Cooper feels she is still fooling people.

“I think I’m underestimated in a lot of coaches’ eyes,” she said. “I think it was because of my style of play. In the past, I could be really on, really hot, or be really bad.”

That’s because Cooper, at 6 feet tall, was a power player who felt she could just stand at the baseline and blow people away. And indeed, when she was on, she could.

Then there was the negative side.

“If I’m a little off,” she said, “I’m going to miss. But I’d keep banging, keep banging. It was the power play. Not much finesse.

“The big change now is that when something’s not working, I’ve learned to mix it up until I can get grooved again. If I get a short ball, in the past I’d come in and bang at it so that the chances of missing were high. But now I might chip it, or drop shot it, or just float it up or something. That all comes from maturity and experience, from being around top players and coaches.”

Advertisement

It’s not surprising that it took Cooper awhile to gain such maturity when you consider that, at 21, it has still been less than a decade since she first held a racket in her hand.

“She’s in the top five among people who can just hit the ball hard,” said Bruin Coach Bill Zaima. “But there are so many good athletes out there who can run down a lot of balls. If you hit the ball as hard as you can six times, somebody might be able to run them down six times. Then you might miss the seventh. That’s what has happened to Allyson a couple of times.

“We’re just trying to have her hit the ball not quite as hard and maybe hit a couple more rockets inside the lines. We also want her to come in on the ball and take advantage of her size. She’s got a really good overhead and her volleys are very much improved.”

In her case, it is almost improvement without precedent.
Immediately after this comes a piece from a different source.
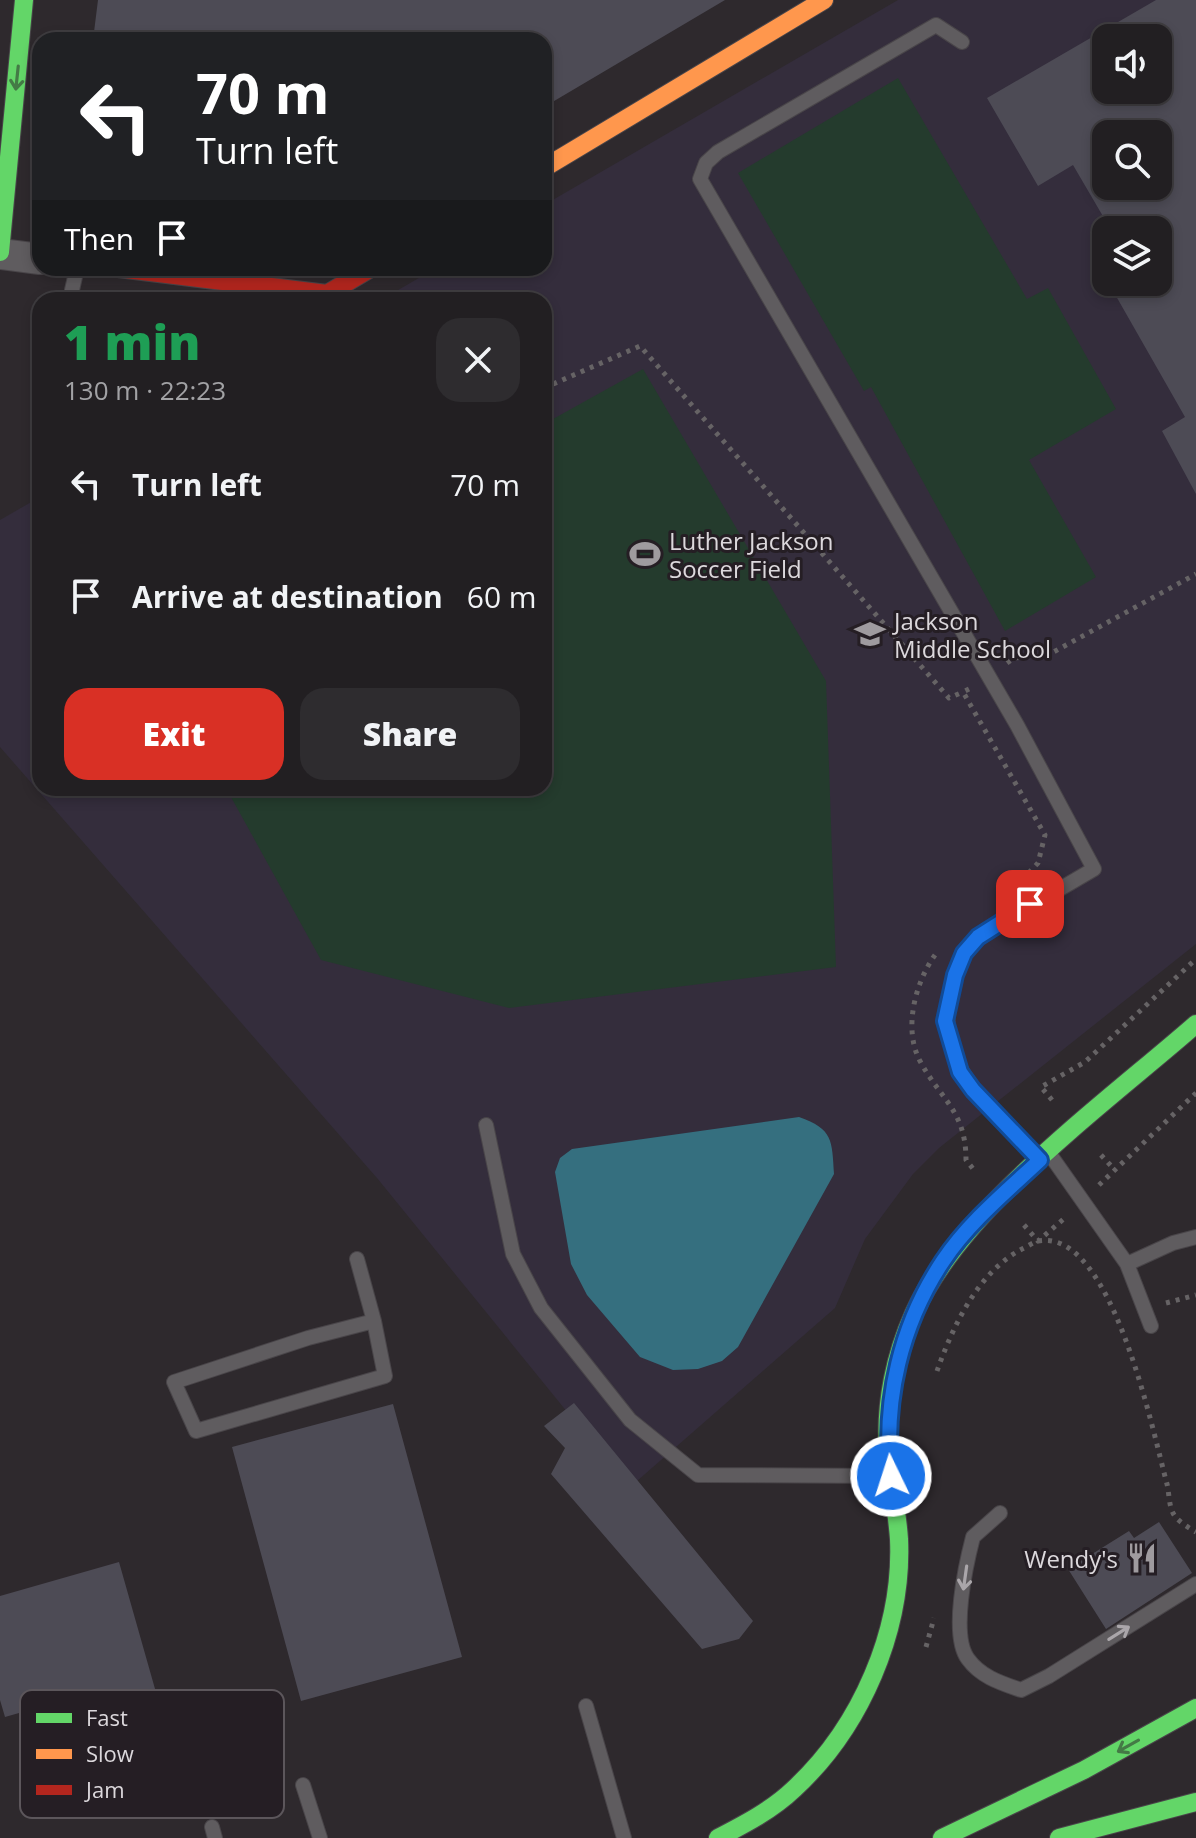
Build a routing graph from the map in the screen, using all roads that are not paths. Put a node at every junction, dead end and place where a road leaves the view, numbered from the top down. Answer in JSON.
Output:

“She came here as a walk-on,” Zaima said, “was our No. 5 player and now she’s UCLA’s No. 1 player and that’s very, very unusual. I don’t think it will ever happen again because there are now so many good tennis programs nationwide. If you get offered a full ride at Duke, for example, or can take a chance on coming to be a walk-on at UCLA, you’ll probably take the full ride at Duke. I think there’s fewer good walk-ons coming to the strong programs. They’re going to go someplace where they know they can play.”

No matter how she does in the NCAA finals, Cooper plans to go to Europe this summer and try the pro tour.

“I definitely think she can be a pro,” Hochstadter said. “I think she can play right now with anybody from 90th on in the world and possibly beat some of those girls.”

Advertisement

If she does?

“I’ll keep doing it,” she said. “Time runs out on playing tennis. I can always go to med school.”

She’ll have a way to, though, to top what she has done as an undergraduate.

“Allyson is an All-American,” Zaima said, “and that’s a hell of an accomplishment for a walk-on.”

Against all odds and all the well-intended advice, she has become a big fish in a big pond.